Pour autant, le ministre de la Justice avait tenté de répondre à "l'état de délabrement avancé" de l'institution constaté par les États généraux de la justice. Eric Dupont-Moretti a ainsi décroché pour 2023 une troisième hausse consécutive de 8% de son budget annuel. 8500 magistrats et personnels de justice supplémentaires doivent être engagés d'ici à la fin du second quinquennat Macron, dont 1500 magistrats et 1500 greffiers, et une hausse de salaire de 1000 euros mensuels en moyenne pour les juges judiciaires a été actée.

Des mesures nécessaires mais insuffisantes

Si ces mesures étaient nécessaires, elles n'en restent pas moins loin d'être suffisantes, selon les organisations syndicales. "On part de tellement loin, la justice est tellement abandonnée depuis longtemps que les magistrats qui arrivent bouchent à peine les trous", regrette ainsi Ludovic Friat. De même, du côté des greffiers, certains syndicats dénoncent l'emploi de contractuels, plutôt que de véritables titularisations, et le manque de rémunérations et de primes satisfaisantes, notamment par rapport aux autres fonctionnaires. 
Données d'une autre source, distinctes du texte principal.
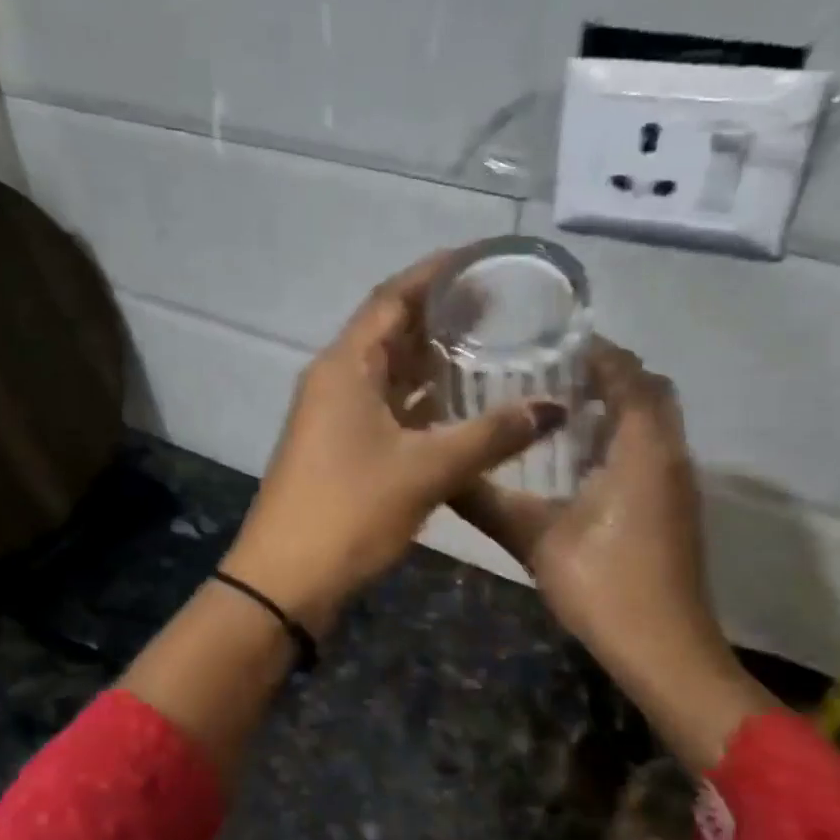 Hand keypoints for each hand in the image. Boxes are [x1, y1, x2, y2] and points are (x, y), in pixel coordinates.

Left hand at [222, 249, 566, 631]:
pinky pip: (386, 410)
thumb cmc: (351, 511)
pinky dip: (421, 404)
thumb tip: (553, 408)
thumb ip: (492, 435)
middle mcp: (335, 381)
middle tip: (498, 307)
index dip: (435, 273)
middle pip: (391, 332)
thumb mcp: (427, 470)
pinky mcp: (339, 450)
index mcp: (346, 366)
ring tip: (488, 350)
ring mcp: (333, 418)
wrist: (286, 580)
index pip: (392, 298)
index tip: (480, 259)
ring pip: (389, 375)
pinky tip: (459, 410)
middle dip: (440, 317)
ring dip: (432, 363)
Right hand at [454, 340, 772, 768]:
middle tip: (550, 373)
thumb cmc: (604, 586)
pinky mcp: (674, 508)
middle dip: (607, 374)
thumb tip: (442, 474)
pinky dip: (623, 437)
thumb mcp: (535, 540)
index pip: (629, 374)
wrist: (664, 650)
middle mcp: (670, 454)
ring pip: (654, 422)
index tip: (549, 341)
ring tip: (556, 408)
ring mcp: (677, 483)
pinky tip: (576, 461)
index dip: (595, 351)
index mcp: (643, 448)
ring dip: (616, 406)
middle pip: (649, 390)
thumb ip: (487, 502)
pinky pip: (653, 449) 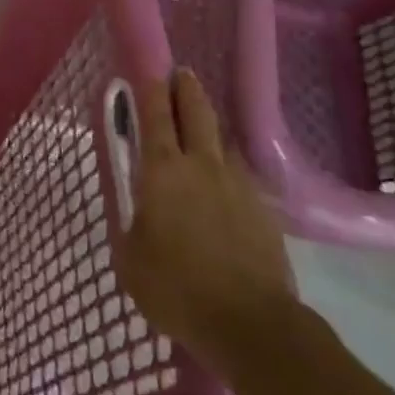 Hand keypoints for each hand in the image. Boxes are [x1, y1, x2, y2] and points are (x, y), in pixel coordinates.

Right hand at [118, 69, 299, 376]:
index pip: (156, 117)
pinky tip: (223, 187)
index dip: (151, 90)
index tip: (151, 69)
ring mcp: (238, 187)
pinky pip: (240, 178)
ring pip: (222, 144)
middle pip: (197, 114)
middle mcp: (201, 167)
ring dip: (209, 131)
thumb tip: (140, 214)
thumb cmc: (177, 288)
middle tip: (182, 75)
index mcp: (163, 171)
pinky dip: (227, 171)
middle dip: (188, 90)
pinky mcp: (263, 213)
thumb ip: (132, 225)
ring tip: (200, 133)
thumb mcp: (131, 258)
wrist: (252, 325)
Le mouvement de mobilisation a également été relancé par le récent décès d'une magistrate, Marie Truchet, à l'âge de 44 ans, alors qu'elle présidait une audience de comparution immédiate à Nanterre. La magistrate Mariannig Imbert, qui a côtoyé la défunte, avait alors dénoncé les conditions de travail qui "ne cessent de se dégrader" dans cette juridiction. 
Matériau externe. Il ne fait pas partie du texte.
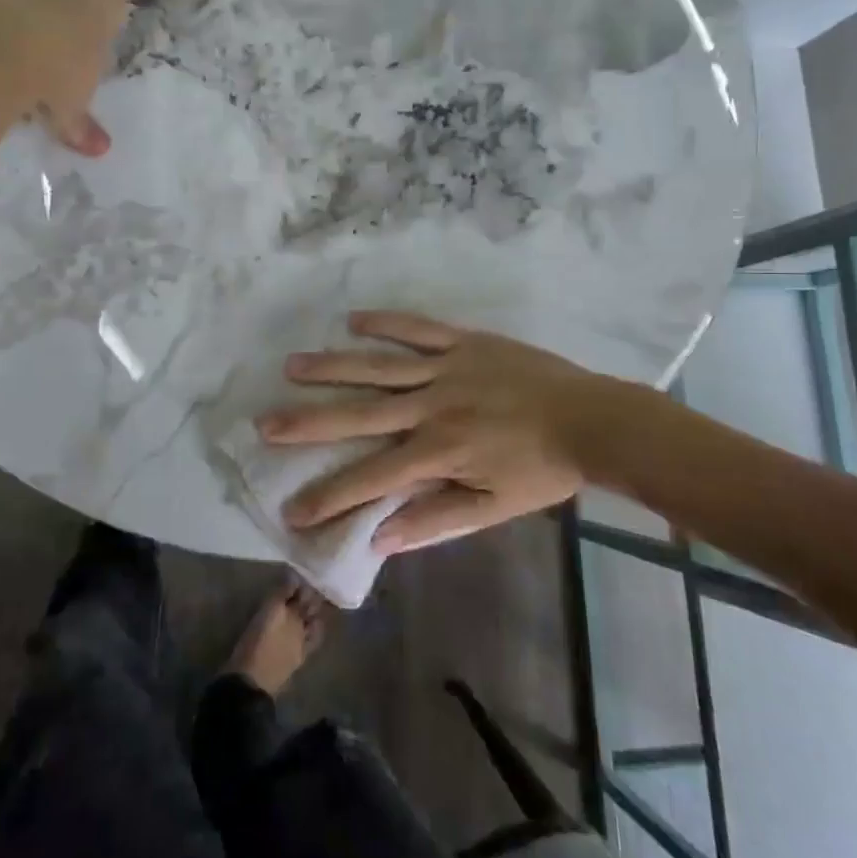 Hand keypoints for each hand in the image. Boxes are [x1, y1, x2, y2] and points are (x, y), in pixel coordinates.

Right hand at [259, 311, 607, 554]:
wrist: (592, 419)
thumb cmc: (542, 469)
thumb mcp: (493, 507)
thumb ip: (436, 520)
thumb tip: (380, 538)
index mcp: (438, 450)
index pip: (371, 477)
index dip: (329, 495)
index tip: (291, 509)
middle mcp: (431, 405)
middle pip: (360, 413)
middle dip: (309, 422)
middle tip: (265, 423)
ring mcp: (445, 368)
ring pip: (379, 366)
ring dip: (333, 366)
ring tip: (291, 365)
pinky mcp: (463, 343)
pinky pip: (418, 329)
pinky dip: (386, 323)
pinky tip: (353, 319)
Depuis, ce tribunal a reçu la visite, rare, et le soutien des deux plus hauts magistrats français, le premier président de la Cour de Cassation Christophe Soulard et le procureur général près la Cour de Cassation François Molins. "Le constat de la souffrance du monde judiciaire n’est plus tabou", a assuré à l'AFP le procureur. "On en parle à tous les échelons judiciaires. Mais au-delà de ce constat, est-ce qu’il y a des choses qui avancent ?"

Dans son rapport 2022, la Commission européenne pour l'efficacité de la justice notait que si le budget du système judiciaire français était stable, "la médiane européenne est en constante augmentation". En 2020, la France a consacré 4,9 milliards d'euros à son système judiciaire, soit 0,21% de son PIB, proportion qui la place à égalité avec la Turquie, en dessous de la médiane européenne (0,30% du PIB). 

Parmi les 44 pays analysés, la France se distingue par ailleurs par le plus faible nombre de procureurs (magistrats du parquet) rapporté à la population, soit 3,19 pour 100.000 habitants, en-deçà de la médiane (11,10) et loin de la Norvège (16,1), de la Pologne (15,3) ou de l'Allemagne (7,45). Idem pour les nombres de tribunaux, de juges, ou de personnels les assistant, rapportés à la population, eux aussi systématiquement inférieurs aux médianes européennes.